Aim of the exercise: This exercise calls for copying every line below that holds the word "roads".

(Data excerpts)
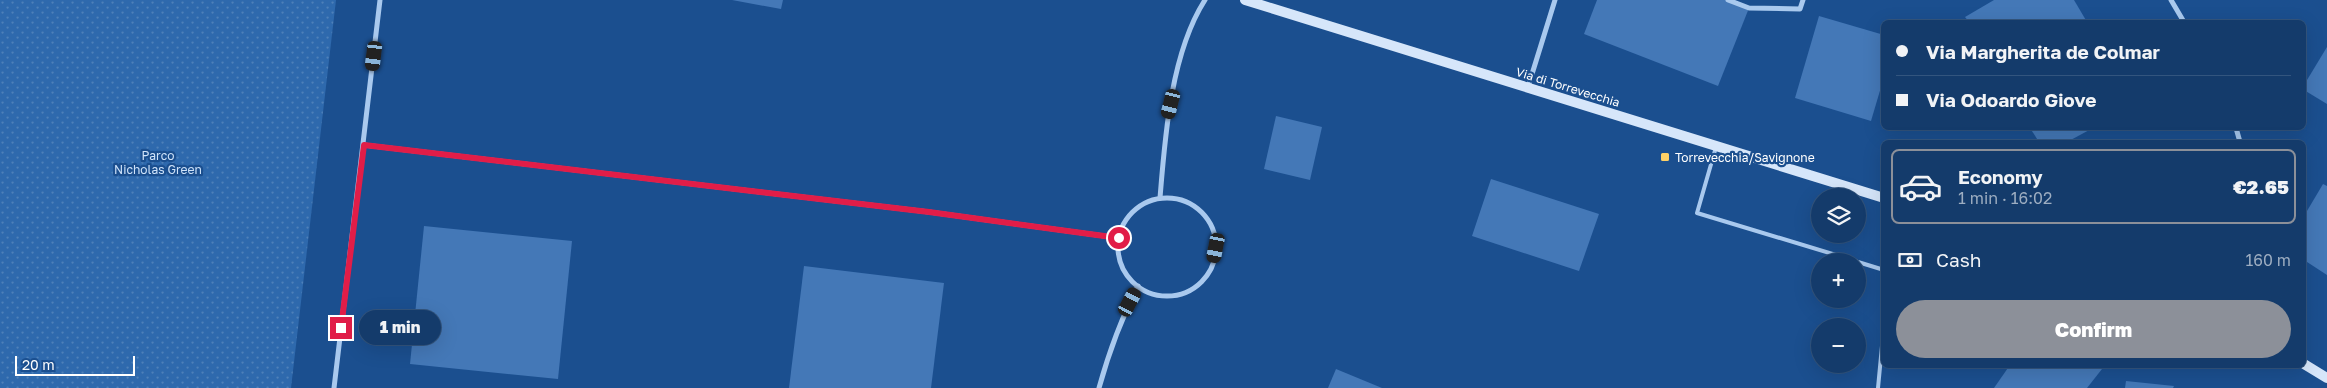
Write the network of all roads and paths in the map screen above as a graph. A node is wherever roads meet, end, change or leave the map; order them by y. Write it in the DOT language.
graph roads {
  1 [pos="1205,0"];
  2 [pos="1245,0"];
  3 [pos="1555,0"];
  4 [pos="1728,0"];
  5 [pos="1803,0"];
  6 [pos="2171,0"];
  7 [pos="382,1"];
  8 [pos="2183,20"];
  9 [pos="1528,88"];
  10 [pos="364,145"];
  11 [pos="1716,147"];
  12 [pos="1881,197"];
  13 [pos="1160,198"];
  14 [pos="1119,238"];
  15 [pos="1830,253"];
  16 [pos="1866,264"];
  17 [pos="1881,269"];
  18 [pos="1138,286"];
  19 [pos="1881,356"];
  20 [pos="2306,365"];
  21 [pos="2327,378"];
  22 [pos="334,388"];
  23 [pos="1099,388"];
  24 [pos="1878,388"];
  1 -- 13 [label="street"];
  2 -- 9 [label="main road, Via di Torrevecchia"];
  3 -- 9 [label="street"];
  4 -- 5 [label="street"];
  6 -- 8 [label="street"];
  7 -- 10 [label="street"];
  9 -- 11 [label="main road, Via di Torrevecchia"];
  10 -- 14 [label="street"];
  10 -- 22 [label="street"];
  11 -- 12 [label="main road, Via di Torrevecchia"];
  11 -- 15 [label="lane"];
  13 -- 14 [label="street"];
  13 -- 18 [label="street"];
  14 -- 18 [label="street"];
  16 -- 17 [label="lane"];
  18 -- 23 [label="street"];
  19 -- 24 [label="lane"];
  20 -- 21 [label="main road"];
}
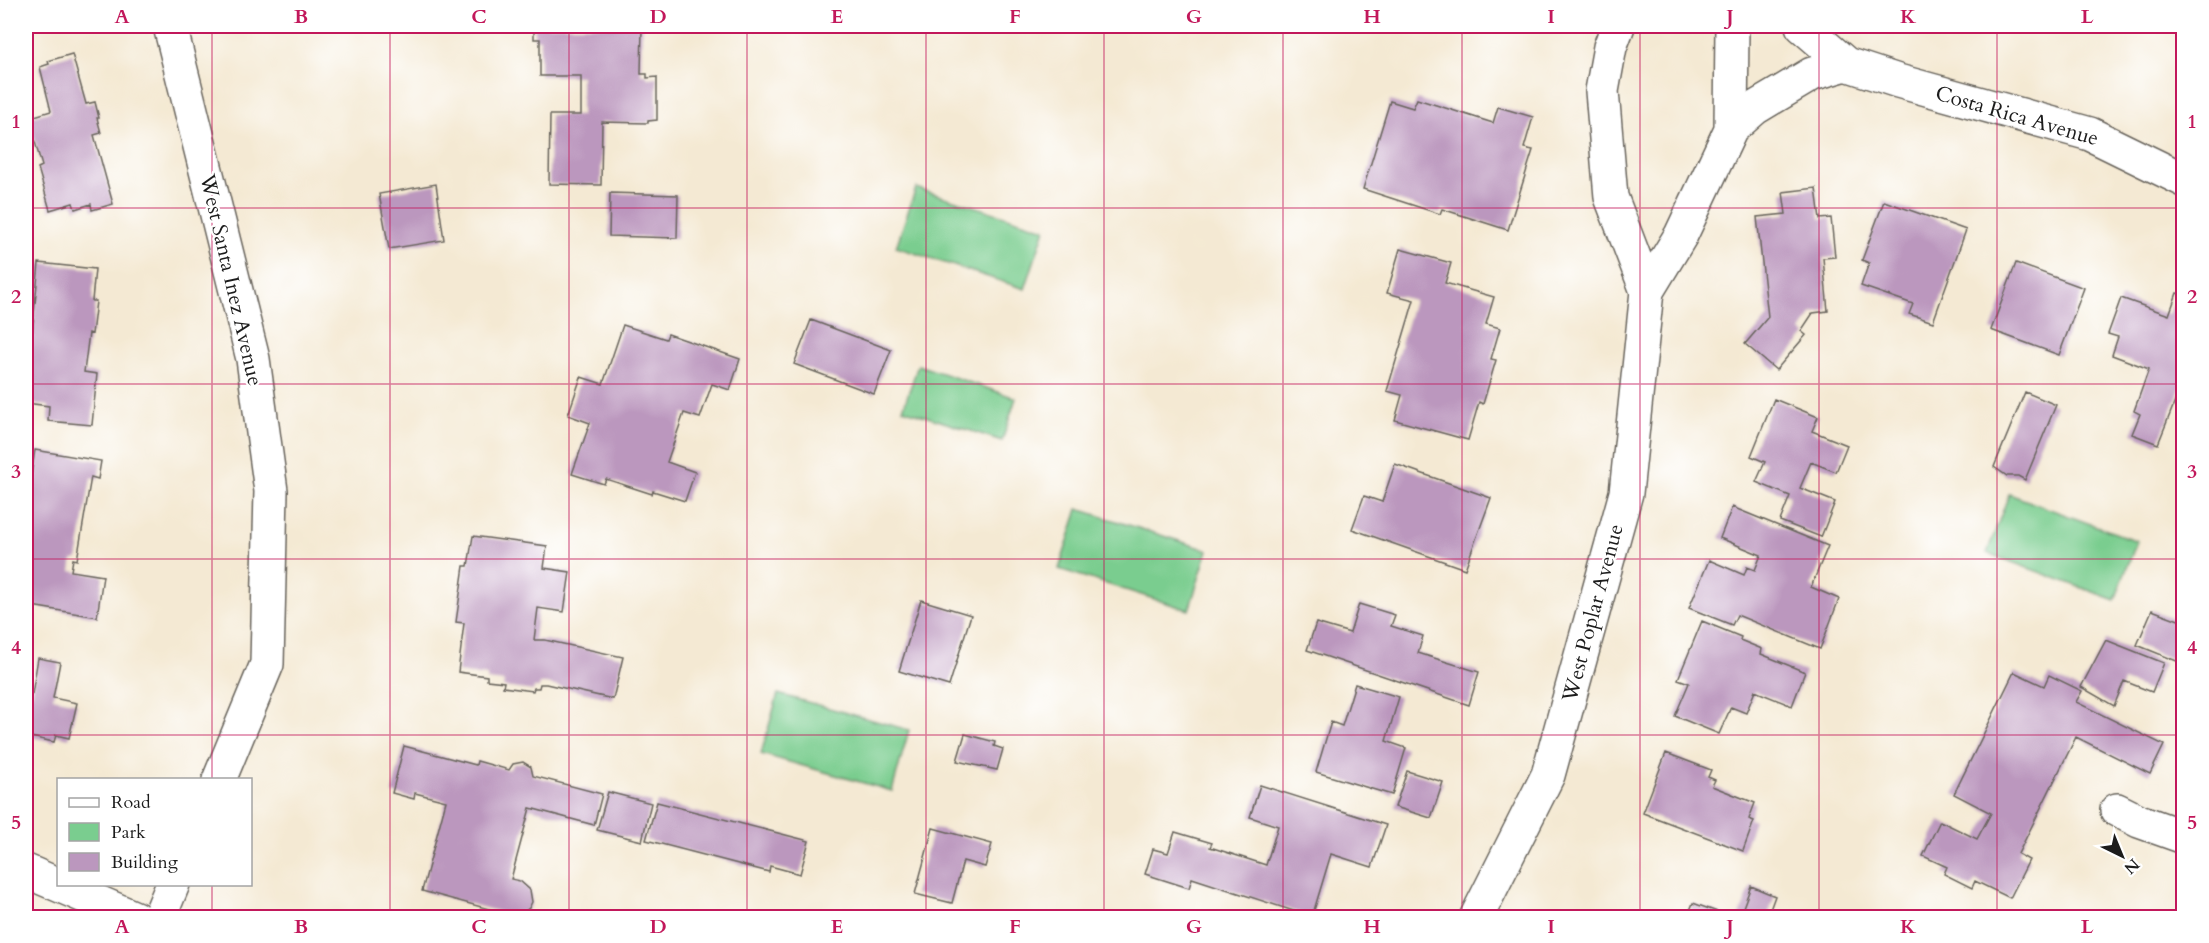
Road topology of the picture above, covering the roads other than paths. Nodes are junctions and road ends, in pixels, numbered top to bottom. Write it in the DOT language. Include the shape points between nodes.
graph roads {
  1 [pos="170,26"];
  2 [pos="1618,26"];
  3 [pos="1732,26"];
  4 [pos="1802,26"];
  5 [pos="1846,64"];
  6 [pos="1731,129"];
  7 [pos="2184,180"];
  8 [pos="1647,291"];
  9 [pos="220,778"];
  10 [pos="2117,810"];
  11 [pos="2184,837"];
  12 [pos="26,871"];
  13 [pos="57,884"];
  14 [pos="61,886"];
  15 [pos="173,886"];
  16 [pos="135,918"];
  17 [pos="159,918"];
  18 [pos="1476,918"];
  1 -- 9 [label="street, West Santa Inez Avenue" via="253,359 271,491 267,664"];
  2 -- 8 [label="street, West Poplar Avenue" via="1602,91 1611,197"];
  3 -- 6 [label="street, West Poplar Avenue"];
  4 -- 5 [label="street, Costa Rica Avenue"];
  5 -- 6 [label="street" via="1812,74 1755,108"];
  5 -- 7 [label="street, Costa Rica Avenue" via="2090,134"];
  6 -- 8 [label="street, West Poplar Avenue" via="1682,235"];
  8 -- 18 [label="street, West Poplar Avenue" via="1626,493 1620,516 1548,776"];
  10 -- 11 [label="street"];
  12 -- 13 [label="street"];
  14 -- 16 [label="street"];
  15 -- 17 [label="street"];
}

Finished exercise:
Write the network of all roads and paths in the map screen above as a graph. A node is wherever roads meet, end, change or leave the map; order them by y. Write it in the DOT language.
graph roads {
Road topology of the picture above, covering the roads other than paths. Nodes are junctions and road ends, in pixels, numbered top to bottom. Write it in the DOT language. Include the shape points between nodes.
graph roads {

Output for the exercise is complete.